Kondisi Mengkhawatirkan Harimau Sumatra: Ancaman dan Upaya Pelestarian
Harimau Sumatra, sebagai salah satu spesies kucing besar yang paling ikonik di Indonesia, saat ini berada dalam kondisi yang mengkhawatirkan akibat penurunan populasi yang drastis.
Baca juga: Miliano Jonathans Resmi Menjadi Warga Negara Indonesia
Populasi Harimau Sumatra diperkirakan hanya tersisa sekitar 400 individu di habitat alaminya, menjadikannya sangat terancam punah.
Harimau Sumatra (Panthera tigris sumatrae) dapat ditemukan di hutan hujan tropis Sumatra, yang menyediakan makanan dan tempat berlindung bagi harimau.
Namun, deforestasi akibat pembukaan lahan untuk pertanian dan penebangan liar telah mengurangi luas habitat mereka.
Menurut laporan World Wildlife Fund (WWF), angka kehilangan habitat ini sangat memprihatinkan dan mengancam kesinambungan hidup Harimau Sumatra.
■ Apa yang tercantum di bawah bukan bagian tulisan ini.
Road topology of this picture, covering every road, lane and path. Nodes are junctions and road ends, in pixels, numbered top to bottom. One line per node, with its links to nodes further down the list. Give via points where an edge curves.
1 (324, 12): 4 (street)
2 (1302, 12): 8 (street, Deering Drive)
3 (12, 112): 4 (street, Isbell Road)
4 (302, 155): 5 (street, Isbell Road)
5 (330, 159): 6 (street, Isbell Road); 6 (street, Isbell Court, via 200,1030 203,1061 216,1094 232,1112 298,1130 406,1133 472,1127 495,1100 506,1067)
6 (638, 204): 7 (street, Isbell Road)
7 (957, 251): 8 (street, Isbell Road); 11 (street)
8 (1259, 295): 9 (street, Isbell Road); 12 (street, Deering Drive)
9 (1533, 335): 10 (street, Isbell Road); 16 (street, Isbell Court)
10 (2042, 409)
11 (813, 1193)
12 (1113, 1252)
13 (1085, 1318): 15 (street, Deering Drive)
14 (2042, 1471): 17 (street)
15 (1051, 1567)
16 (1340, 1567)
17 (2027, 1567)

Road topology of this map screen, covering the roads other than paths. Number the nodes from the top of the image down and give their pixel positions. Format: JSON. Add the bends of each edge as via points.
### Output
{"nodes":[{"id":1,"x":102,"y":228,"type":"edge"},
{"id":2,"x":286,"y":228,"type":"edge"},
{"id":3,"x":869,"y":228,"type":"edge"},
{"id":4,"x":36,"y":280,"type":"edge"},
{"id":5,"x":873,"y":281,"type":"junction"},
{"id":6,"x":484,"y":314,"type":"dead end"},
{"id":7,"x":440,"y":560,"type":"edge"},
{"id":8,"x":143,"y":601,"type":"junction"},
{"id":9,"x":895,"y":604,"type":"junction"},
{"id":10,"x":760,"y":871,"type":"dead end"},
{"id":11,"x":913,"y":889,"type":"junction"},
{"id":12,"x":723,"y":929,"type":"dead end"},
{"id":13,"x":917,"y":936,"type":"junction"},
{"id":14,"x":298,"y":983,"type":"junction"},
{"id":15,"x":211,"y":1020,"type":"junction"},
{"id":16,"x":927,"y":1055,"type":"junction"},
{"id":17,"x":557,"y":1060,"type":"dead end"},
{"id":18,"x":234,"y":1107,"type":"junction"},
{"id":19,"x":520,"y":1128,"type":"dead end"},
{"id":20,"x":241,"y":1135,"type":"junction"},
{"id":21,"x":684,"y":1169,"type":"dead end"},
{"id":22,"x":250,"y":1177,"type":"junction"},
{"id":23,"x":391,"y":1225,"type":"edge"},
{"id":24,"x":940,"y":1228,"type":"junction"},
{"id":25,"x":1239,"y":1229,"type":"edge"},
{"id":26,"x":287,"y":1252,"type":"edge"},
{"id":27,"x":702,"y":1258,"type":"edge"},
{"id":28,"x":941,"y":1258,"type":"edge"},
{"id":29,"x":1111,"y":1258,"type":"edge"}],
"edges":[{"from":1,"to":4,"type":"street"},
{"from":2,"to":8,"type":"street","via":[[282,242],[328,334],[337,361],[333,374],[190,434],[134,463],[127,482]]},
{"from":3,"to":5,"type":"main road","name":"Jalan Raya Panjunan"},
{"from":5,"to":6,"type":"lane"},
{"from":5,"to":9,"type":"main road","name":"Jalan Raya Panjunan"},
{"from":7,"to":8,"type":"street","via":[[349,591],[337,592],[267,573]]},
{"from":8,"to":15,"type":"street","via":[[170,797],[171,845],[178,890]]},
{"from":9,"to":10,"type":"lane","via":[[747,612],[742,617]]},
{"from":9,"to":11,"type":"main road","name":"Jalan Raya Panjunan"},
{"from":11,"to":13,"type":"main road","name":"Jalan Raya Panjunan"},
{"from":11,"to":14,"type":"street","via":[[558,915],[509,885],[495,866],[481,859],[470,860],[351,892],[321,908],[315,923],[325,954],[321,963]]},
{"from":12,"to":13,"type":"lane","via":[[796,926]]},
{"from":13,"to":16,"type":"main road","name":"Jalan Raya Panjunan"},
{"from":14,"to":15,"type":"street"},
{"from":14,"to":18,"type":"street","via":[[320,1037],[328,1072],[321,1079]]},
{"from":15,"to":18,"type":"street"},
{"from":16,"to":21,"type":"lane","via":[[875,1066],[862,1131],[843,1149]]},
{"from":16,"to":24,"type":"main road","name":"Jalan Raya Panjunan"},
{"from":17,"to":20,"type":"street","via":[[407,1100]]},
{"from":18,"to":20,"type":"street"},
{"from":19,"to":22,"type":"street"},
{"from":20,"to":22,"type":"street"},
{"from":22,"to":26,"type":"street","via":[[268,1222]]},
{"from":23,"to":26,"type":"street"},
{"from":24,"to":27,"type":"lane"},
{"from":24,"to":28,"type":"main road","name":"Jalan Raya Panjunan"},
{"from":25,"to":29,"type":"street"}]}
Penurunan luas habitat telah membuat harimau terpaksa beradaptasi dengan kondisi yang semakin sempit.
Perburuan liar merupakan salah satu ancaman utama bagi Harimau Sumatra. Meskipun larangan perburuan telah diterapkan, praktik ini masih berlangsung untuk memenuhi pasar gelap.
Baca juga: Pelanggaran Hak Asasi Manusia Dikonfirmasi dalam Kasus Kematian Pengemudi Ojek Online
Di samping itu, konflik manusia-harimau juga meningkat seiring dengan menyusutnya habitat. Harimau yang mencari mangsa terpaksa mendekati kawasan permukiman.
Laporan dari Institut Pertanian Bogor (IPB) mencatat bahwa konflik ini sering mengakibatkan pembunuhan harimau, memperburuk kondisi populasinya.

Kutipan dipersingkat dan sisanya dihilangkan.